* BRIEF:
Report only how many lines of the records contain the word "都市計画道路南浦和越谷線".

===== MATERIAL FOR THE TASK

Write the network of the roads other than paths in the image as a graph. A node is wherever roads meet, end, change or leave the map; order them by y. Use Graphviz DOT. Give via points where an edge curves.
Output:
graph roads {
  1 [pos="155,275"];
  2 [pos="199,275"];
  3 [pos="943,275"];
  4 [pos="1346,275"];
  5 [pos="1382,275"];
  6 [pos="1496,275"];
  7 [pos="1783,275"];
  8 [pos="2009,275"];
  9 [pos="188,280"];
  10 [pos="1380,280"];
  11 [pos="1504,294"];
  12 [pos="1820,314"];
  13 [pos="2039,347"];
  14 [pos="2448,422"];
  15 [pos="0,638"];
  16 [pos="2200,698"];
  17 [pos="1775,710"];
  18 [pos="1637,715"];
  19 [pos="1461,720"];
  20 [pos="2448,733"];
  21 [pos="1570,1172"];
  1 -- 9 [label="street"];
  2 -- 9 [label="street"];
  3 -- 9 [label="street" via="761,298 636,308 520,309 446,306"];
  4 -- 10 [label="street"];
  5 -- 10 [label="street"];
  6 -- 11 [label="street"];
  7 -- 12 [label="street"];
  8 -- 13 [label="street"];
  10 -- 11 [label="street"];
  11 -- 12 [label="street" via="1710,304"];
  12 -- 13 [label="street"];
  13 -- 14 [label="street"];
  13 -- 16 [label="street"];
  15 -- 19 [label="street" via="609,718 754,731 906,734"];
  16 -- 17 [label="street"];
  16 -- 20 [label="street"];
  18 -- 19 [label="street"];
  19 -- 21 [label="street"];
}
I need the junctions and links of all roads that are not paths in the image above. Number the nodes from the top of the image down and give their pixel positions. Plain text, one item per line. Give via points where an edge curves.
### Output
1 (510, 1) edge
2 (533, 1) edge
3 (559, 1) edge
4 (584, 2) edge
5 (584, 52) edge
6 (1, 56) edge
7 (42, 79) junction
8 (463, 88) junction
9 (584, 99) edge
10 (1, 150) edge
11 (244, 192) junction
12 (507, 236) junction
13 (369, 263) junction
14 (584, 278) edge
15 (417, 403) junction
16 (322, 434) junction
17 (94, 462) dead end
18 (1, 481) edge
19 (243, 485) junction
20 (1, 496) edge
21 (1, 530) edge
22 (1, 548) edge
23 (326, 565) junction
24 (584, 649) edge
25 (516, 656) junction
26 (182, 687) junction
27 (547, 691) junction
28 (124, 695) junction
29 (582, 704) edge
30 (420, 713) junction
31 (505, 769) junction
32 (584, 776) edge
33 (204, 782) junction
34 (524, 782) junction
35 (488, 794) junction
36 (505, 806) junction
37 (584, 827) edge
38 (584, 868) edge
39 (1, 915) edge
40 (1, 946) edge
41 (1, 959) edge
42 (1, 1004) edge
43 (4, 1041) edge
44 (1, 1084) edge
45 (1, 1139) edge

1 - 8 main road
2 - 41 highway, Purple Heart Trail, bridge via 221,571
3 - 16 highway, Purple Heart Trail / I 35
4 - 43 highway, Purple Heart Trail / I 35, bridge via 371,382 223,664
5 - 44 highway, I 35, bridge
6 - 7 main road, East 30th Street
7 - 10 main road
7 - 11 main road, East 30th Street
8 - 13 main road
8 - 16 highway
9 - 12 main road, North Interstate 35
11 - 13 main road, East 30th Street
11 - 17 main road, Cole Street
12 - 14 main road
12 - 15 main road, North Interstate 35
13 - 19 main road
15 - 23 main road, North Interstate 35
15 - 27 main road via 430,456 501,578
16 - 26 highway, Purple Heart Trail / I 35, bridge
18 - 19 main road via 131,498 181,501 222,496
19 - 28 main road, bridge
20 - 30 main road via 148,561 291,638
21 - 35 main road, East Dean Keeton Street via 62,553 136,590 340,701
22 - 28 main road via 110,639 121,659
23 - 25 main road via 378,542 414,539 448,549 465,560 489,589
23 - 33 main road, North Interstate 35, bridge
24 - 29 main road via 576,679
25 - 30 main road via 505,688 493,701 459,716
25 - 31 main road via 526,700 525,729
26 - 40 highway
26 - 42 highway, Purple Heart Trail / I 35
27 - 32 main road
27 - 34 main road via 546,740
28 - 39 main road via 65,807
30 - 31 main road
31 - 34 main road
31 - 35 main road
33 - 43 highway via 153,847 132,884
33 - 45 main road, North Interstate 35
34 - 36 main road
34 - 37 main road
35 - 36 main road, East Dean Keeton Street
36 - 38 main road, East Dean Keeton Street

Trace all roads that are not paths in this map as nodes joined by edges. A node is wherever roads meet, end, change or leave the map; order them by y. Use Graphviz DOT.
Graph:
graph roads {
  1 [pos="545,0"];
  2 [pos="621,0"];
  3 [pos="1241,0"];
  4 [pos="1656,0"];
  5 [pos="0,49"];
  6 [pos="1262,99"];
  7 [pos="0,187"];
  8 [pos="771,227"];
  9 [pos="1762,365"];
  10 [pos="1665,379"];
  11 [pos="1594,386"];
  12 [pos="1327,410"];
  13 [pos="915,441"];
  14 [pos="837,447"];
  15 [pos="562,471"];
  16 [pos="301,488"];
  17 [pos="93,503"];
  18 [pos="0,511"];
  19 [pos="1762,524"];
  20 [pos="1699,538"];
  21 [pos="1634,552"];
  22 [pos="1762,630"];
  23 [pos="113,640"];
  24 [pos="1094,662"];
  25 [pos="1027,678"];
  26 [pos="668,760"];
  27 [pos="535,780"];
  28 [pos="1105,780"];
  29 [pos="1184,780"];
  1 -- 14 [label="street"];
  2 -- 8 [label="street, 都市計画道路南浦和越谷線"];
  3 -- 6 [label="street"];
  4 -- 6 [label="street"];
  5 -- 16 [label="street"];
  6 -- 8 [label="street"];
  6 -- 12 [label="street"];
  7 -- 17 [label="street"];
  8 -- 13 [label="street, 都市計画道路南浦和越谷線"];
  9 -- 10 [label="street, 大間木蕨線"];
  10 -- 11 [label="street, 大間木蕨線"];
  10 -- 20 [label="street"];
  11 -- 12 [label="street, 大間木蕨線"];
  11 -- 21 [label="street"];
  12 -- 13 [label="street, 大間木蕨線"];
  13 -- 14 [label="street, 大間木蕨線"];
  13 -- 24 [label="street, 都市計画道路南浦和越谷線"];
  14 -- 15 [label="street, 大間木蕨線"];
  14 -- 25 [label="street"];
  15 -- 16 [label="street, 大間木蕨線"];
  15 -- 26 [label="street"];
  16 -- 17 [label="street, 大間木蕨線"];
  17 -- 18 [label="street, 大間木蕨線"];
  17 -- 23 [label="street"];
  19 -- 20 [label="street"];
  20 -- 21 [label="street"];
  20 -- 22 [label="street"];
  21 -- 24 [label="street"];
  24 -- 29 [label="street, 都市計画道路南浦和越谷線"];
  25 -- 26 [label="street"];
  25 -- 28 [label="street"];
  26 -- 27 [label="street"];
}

==========

* WRITTEN ANSWER:
4